WHAT TO PRODUCE —
Please print all of the records shown below, exactly as given.

(Dataset items)
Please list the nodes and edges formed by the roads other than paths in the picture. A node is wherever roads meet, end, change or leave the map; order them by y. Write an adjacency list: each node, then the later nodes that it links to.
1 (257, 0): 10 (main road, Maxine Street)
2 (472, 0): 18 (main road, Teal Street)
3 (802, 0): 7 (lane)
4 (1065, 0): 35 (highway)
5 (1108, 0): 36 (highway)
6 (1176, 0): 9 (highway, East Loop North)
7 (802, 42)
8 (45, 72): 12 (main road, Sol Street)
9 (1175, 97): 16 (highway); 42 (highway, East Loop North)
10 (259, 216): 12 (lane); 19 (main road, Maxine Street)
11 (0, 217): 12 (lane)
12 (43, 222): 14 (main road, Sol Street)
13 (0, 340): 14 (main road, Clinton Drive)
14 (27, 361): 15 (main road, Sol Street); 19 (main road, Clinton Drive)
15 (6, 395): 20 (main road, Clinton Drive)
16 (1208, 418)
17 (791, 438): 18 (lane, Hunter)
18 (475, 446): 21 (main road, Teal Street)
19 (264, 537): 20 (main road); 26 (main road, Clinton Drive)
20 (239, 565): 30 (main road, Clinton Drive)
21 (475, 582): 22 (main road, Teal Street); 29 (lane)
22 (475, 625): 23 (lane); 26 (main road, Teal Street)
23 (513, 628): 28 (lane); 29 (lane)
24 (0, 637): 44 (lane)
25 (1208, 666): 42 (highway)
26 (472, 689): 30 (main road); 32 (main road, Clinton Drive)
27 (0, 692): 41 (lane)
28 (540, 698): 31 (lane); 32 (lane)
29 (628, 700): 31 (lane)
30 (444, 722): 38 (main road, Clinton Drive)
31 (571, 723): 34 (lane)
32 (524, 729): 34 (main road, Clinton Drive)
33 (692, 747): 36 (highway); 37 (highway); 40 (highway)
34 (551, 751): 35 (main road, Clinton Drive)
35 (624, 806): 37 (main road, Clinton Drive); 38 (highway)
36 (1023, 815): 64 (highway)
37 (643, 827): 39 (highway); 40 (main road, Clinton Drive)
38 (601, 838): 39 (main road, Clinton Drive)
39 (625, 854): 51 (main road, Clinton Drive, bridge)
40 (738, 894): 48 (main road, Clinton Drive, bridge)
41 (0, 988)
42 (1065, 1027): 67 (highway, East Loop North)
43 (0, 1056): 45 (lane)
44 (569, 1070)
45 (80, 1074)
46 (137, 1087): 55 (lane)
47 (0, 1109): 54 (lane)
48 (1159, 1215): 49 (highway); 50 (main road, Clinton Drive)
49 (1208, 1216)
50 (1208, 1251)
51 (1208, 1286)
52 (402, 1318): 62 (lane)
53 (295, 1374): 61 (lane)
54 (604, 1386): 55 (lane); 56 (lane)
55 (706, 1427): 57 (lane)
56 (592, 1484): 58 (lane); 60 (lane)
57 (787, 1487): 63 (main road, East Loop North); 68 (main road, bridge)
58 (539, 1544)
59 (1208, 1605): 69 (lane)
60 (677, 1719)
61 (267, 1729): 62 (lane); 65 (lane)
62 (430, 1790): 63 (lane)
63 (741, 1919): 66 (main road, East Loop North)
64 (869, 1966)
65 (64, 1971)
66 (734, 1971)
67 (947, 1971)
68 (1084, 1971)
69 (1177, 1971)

EXERCISE RESULT —
Please list the nodes and edges formed by the roads other than paths in the picture. A node is wherever roads meet, end, change or leave the map; order them by y. Write an adjacency list: each node, then the later nodes that it links to.
1 (257, 0): 10 (main road, Maxine Street)
2 (472, 0): 18 (main road, Teal Street)
3 (802, 0): 7 (lane)
4 (1065, 0): 35 (highway)
5 (1108, 0): 36 (highway)
6 (1176, 0): 9 (highway, East Loop North)
7 (802, 42)
8 (45, 72): 12 (main road, Sol Street)
9 (1175, 97): 16 (highway); 42 (highway, East Loop North)
10 (259, 216): 12 (lane); 19 (main road, Maxine Street)
11 (0, 217): 12 (lane)
12 (43, 222): 14 (main road, Sol Street)
13 (0, 340): 14 (main road, Clinton Drive)
14 (27, 361): 15 (main road, Sol Street); 19 (main road, Clinton Drive)
15 (6, 395): 20 (main road, Clinton Drive)
16 (1208, 418)
17 (791, 438): 18 (lane, Hunter)
18 (475, 446): 21 (main road, Teal Street)
19 (264, 537): 20 (main road); 26 (main road, Clinton Drive)
20 (239, 565): 30 (main road, Clinton Drive)
21 (475, 582): 22 (main road, Teal Street); 29 (lane)
22 (475, 625): 23 (lane); 26 (main road, Teal Street)
23 (513, 628): 28 (lane); 29 (lane)
24 (0, 637): 44 (lane)
25 (1208, 666): 42 (highway)
26 (472, 689): 30 (main road); 32 (main road, Clinton Drive)
27 (0, 692): 41 (lane)
28 (540, 698): 31 (lane); 32 (lane)
29 (628, 700): 31 (lane)
30 (444, 722): 38 (main road, Clinton Drive)
31 (571, 723): 34 (lane)
32 (524, 729): 34 (main road, Clinton Drive)
33 (692, 747): 36 (highway); 37 (highway); 40 (highway)
34 (551, 751): 35 (main road, Clinton Drive)
35 (624, 806): 37 (main road, Clinton Drive); 38 (highway)
36 (1023, 815): 64 (highway)
37 (643, 827): 39 (highway); 40 (main road, Clinton Drive)
38 (601, 838): 39 (main road, Clinton Drive)
39 (625, 854): 51 (main road, Clinton Drive, bridge)
40 (738, 894): 48 (main road, Clinton Drive, bridge)
41 (0, 988)
42 (1065, 1027): 67 (highway, East Loop North)
43 (0, 1056): 45 (lane)
44 (569, 1070)
45 (80, 1074)
46 (137, 1087): 55 (lane)
47 (0, 1109): 54 (lane)
48 (1159, 1215): 49 (highway); 50 (main road, Clinton Drive)
49 (1208, 1216)
50 (1208, 1251)
51 (1208, 1286)
52 (402, 1318): 62 (lane)
53 (295, 1374): 61 (lane)
54 (604, 1386): 55 (lane); 56 (lane)
55 (706, 1427): 57 (lane)
56 (592, 1484): 58 (lane); 60 (lane)
57 (787, 1487): 63 (main road, East Loop North); 68 (main road, bridge)
58 (539, 1544)
59 (1208, 1605): 69 (lane)
60 (677, 1719)
61 (267, 1729): 62 (lane); 65 (lane)
62 (430, 1790): 63 (lane)
63 (741, 1919): 66 (main road, East Loop North)
64 (869, 1966)
65 (64, 1971)
66 (734, 1971)
67 (947, 1971)
68 (1084, 1971)
69 (1177, 1971)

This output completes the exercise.